Chào các bạn! Vì nhiều lý do từ nay Truyen2U chính thức đổi tên là Truyen247.Pro. Mong các bạn tiếp tục ủng hộ truy cập tên miền mới này nhé! Mãi yêu... ♥

Chapter 3


Seorang lelaki berjalan dengan langkah yang tergesa-gesa hingga mencapai sebuah pintu apartemen. Dia menekan tombol sandi dan segera masuk. Matanya yang tajam mengitari seluruh ruangan apartemen mewah itu sampai menemukan Alec yang sedang tertidur di atas sofa. TV menyala, menampilkan film kartun Spongebob Squarepants yang sedang menangkap ubur-ubur. Handphonenya berdering di atas meja, memaparkan nama Savath disana. Botol-botol alkohol dan kaleng bir berserakan di sekitar karpet abu tebal di bawahnya. Alec terlihat kacau dengan celana jin coklat pendek, dan kemeja kuning telur kusut yang kancingnya di pasangkan pada lubang yang salah. Rambut perunggunya mulai memudar, memperlihatkan warna coklat tua di sekitar kulit kepala.

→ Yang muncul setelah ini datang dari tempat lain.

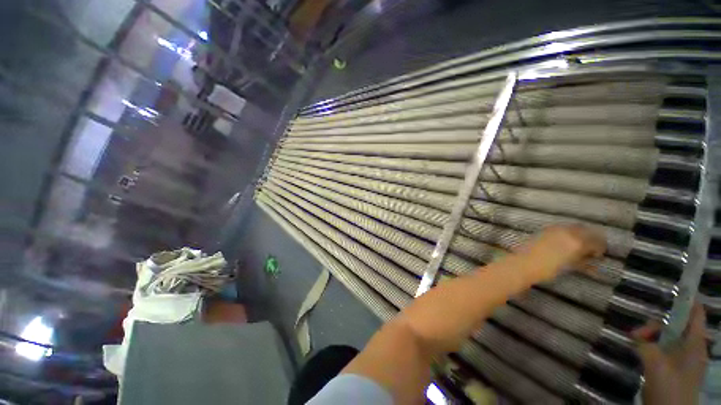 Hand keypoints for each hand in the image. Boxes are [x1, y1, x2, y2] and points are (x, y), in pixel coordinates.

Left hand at [517, 225, 605, 282]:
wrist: (524, 264)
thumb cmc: (548, 269)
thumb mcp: (571, 267)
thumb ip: (584, 262)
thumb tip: (593, 261)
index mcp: (578, 242)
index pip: (597, 241)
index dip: (600, 249)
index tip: (598, 256)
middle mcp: (568, 232)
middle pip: (587, 230)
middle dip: (592, 239)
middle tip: (590, 249)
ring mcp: (555, 229)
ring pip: (575, 227)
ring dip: (580, 234)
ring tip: (578, 246)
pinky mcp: (545, 229)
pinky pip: (562, 227)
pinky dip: (568, 232)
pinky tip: (565, 242)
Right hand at [632, 303, 707, 404]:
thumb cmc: (669, 387)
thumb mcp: (654, 364)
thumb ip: (645, 344)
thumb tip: (635, 335)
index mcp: (695, 344)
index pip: (696, 314)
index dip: (688, 300)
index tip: (676, 288)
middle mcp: (693, 348)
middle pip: (677, 326)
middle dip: (657, 325)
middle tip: (636, 333)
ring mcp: (685, 360)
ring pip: (669, 339)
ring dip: (653, 338)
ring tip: (635, 343)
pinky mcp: (677, 368)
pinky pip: (666, 350)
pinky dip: (653, 347)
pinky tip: (641, 352) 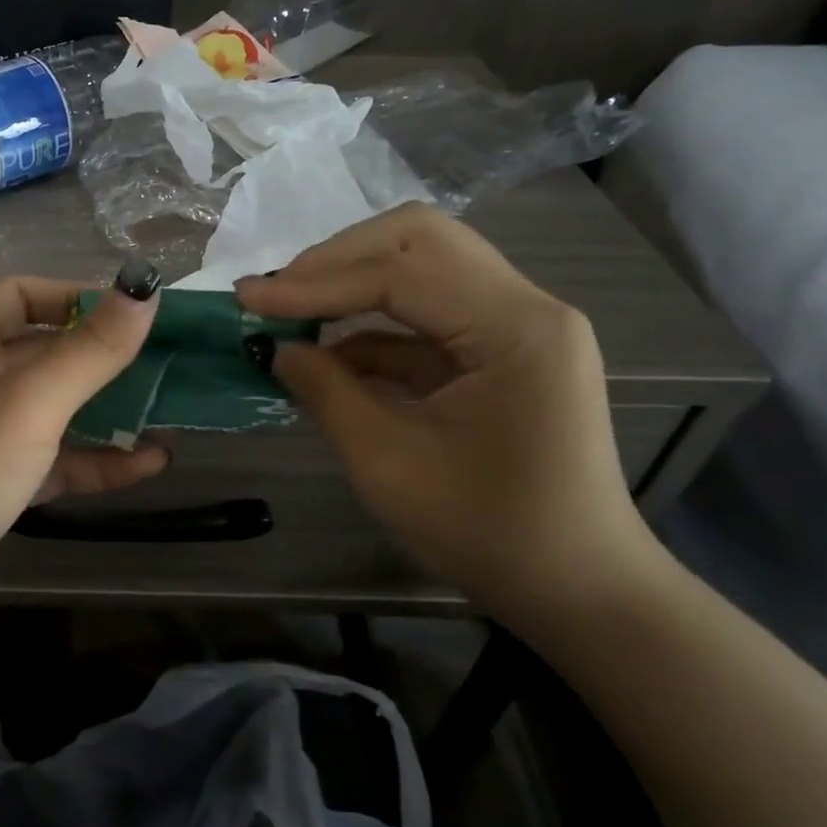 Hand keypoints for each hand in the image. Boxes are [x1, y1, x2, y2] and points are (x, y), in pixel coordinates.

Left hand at [0, 269, 166, 659]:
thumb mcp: (27, 404)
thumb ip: (90, 349)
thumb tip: (144, 287)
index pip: (21, 294)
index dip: (77, 296)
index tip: (136, 314)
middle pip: (40, 352)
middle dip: (101, 357)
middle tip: (167, 362)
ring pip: (48, 410)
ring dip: (104, 411)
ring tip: (168, 412)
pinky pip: (47, 460)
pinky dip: (91, 460)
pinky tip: (147, 464)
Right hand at [236, 204, 657, 635]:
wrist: (579, 588)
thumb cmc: (488, 534)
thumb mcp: (388, 464)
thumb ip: (326, 392)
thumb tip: (278, 348)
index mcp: (514, 329)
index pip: (399, 274)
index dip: (314, 282)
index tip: (247, 298)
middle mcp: (526, 306)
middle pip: (419, 239)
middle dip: (337, 257)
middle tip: (279, 291)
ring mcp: (518, 323)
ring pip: (424, 263)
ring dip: (353, 279)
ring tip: (292, 309)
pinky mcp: (503, 347)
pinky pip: (429, 310)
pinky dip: (373, 321)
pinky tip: (327, 349)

Lelaki itu berdecak, lalu melemparkan surat kabar ke atas dada Alec. Dia membuka mata perlahan, tak terkejut sama sekali. "Hal gila apa yang kau lakukan bersama banci itu, Alec?!" lelaki itu membentak, mendesak. Dia berjalan mondar-mandir sambil mengusap wajahnya yang jangkung. "Aku baru meninggalkanmu seminggu untuk berlibur, kau sudah menyebabkan bencana!"

"Jangan sebut temanku banci." Alec berujar dingin. Dia bangkit, melemparkan surat kabar ke atas meja, sudah menebak isinya.

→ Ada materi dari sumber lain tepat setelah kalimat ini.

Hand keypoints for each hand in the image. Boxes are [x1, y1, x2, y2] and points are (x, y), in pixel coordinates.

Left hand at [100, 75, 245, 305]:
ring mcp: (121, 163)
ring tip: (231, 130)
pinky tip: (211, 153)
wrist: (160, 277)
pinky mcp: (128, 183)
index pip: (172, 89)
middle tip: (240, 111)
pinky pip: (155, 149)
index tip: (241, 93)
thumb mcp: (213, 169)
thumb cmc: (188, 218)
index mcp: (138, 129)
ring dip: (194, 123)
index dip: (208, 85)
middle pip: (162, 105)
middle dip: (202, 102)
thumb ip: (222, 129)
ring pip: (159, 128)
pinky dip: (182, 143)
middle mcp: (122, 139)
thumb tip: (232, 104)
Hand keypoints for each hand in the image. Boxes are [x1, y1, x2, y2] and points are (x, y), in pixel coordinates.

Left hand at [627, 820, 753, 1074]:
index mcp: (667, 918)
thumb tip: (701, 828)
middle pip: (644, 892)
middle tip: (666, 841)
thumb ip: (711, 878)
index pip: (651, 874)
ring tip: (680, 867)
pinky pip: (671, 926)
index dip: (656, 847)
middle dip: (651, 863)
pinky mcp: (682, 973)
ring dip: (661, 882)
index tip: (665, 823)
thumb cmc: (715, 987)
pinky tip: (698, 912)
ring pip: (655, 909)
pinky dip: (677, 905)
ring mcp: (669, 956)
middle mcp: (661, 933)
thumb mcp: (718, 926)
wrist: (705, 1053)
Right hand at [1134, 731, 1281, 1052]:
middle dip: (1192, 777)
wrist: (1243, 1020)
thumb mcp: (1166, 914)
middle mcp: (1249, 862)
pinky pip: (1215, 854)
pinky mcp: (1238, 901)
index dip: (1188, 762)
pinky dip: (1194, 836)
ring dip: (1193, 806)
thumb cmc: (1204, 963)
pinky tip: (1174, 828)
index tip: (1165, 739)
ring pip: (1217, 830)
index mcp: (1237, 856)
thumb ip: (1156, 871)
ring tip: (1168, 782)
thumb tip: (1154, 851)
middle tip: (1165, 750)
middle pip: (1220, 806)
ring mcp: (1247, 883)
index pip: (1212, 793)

"Lalu apa aku harus menyebutnya lelaki yang sedang bosan menjadi lelaki?" Dia mencibir. Dadanya naik turun menahan amarah.

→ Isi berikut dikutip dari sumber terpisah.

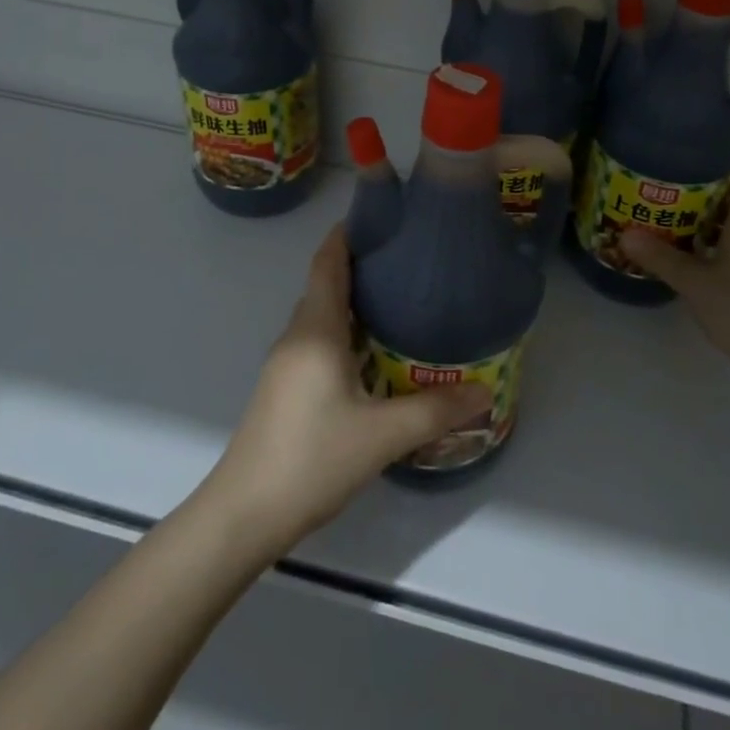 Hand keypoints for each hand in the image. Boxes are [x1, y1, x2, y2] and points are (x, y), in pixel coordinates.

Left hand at [204, 227, 490, 556]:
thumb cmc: (312, 459)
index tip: (381, 216)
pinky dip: (345, 332)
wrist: (244, 514)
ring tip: (400, 299)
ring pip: (321, 316)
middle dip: (360, 266)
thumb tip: (484, 392)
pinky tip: (374, 353)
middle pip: (325, 285)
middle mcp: (296, 338)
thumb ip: (435, 411)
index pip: (328, 263)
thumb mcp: (382, 435)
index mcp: (315, 332)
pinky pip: (318, 341)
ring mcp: (285, 364)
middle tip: (408, 260)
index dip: (348, 235)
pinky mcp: (284, 388)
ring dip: (353, 302)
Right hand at [621, 171, 729, 389]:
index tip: (694, 161)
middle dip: (704, 197)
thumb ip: (660, 257)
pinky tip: (684, 259)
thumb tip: (625, 234)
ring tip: (667, 221)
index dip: (725, 169)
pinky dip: (709, 251)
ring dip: (704, 226)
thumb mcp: (693, 280)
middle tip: (666, 191) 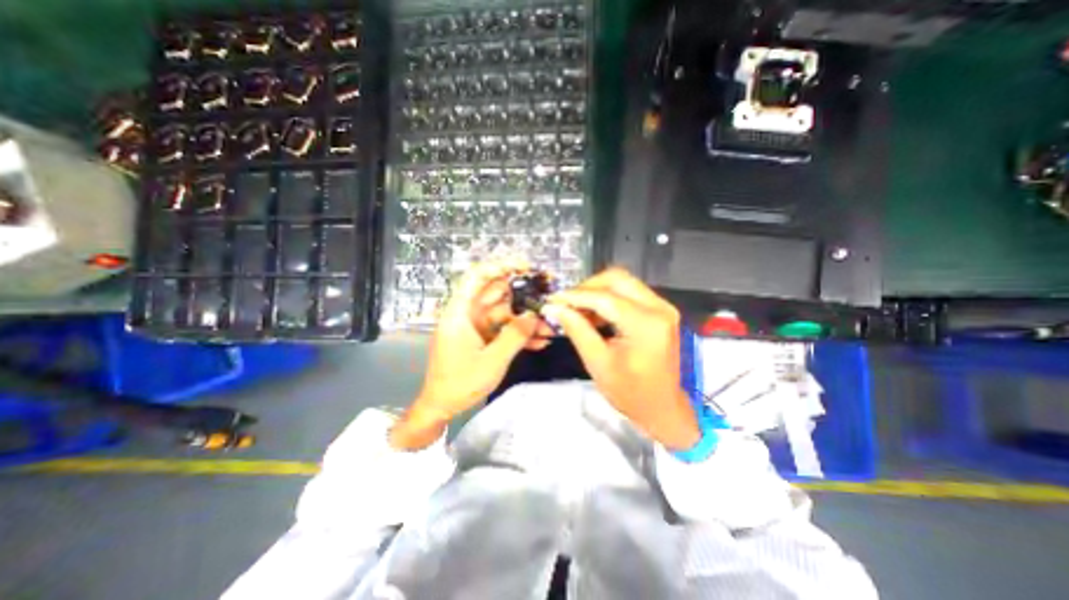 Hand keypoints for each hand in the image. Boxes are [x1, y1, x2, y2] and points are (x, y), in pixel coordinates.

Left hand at [392, 258, 543, 450]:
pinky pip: (503, 328)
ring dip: (526, 319)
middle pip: (497, 293)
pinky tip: (539, 341)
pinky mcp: (482, 337)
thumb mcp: (492, 361)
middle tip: (548, 297)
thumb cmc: (460, 383)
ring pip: (505, 312)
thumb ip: (515, 336)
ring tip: (549, 328)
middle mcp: (468, 313)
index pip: (478, 276)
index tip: (526, 266)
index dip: (501, 266)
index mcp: (461, 312)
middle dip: (524, 294)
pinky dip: (519, 333)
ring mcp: (476, 325)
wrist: (442, 406)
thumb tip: (534, 315)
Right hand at [543, 268, 703, 450]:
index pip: (604, 297)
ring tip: (578, 311)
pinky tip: (594, 315)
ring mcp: (662, 307)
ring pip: (622, 282)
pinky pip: (629, 293)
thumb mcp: (598, 363)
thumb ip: (577, 329)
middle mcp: (659, 308)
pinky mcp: (659, 310)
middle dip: (587, 288)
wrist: (662, 408)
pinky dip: (608, 299)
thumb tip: (554, 308)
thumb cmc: (630, 393)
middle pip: (616, 279)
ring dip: (597, 292)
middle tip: (567, 304)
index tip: (552, 300)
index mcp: (646, 324)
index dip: (574, 296) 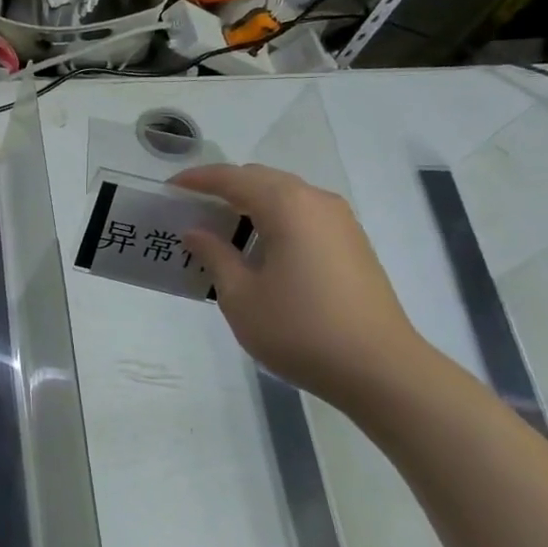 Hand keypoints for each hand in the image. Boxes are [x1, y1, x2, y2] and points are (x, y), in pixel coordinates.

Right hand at [173, 164, 428, 408]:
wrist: (378, 368)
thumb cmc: (298, 329)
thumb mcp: (240, 296)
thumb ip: (215, 255)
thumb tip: (196, 232)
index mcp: (287, 206)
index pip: (233, 178)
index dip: (198, 179)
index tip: (169, 188)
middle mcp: (316, 202)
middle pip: (262, 179)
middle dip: (225, 188)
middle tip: (192, 209)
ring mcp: (341, 222)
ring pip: (286, 196)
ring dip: (251, 204)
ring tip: (221, 230)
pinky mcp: (352, 244)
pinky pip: (304, 215)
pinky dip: (275, 220)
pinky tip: (259, 250)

"Dengar Davin, malam itu Savath mabuk, dia tidak cukup sadar untuk memberitahuku sandi apartemennya. Menurutmu apa yang harus kulakukan selain membawanya ke hotel?" Alec mencoba menjelaskan dalam nada yang lelah. Wajahnya pucat, bibirnya kering dan bercak darah.

"Apa otakmu tidak berjalan dengan baik? Kau pikir memapahnya mesra menuju hotel adalah satu-satunya pilihan?" Mata lelaki itu gelisah. "Kau bukan petani, kau bintang! Seluruh mata tertuju padamu. Dan sebagian dari mereka memang mencari-cari kesalahan untuk merobohkanmu. Seharusnya kau tau."

"Aku hanya membantu teman. Apa itu salah?" Alec tidak fokus, kalimat laki-laki itu tidak semua masuk ke telinganya. Dia mengucek mata, membuat kedua indra itu berair.

"Tidak ada salahnya bagi orang lain. Namun salah besar bagimu!" Davin, manager Alec berseru murka, wajahnya memerah. Tangannya yang bergerak-gerak seolah menyemburkan minyak ke dalam api. "Kau tidak pernah berkencan atau sekedar berinteraksi dengan perempuan. Rumor homo sudah menyebar tipis dan kejadian kemarin membuat rumor itu tak bisa dibantah lagi."

"Rumor akan segera berlalu." Alec berujar serak, tenggelam dalam nafasnya yang tidak teratur.

"Kau tidak tau berapa masalah yang menimpaku jika kau berbuat satu saja kesalahan. Semua jadwalmu di batalkan. Seluruh penanggung jawab iklan menelfonku ratusan kali. Puluhan wartawan menghubungiku untuk mengklarifikasi hal ini. Dan kau tau? Yang paling buruk adalah, peluncuran film mu akan di tunda karena sutradara yakin ratingnya akan meluncur turun karena kau pemeran utama." Davin membanting meja, "Kau begitu egois. Kau pikir masalahmu adalah masalahmu. Tapi lihatlah! Masalahmu, merugikan banyak orang."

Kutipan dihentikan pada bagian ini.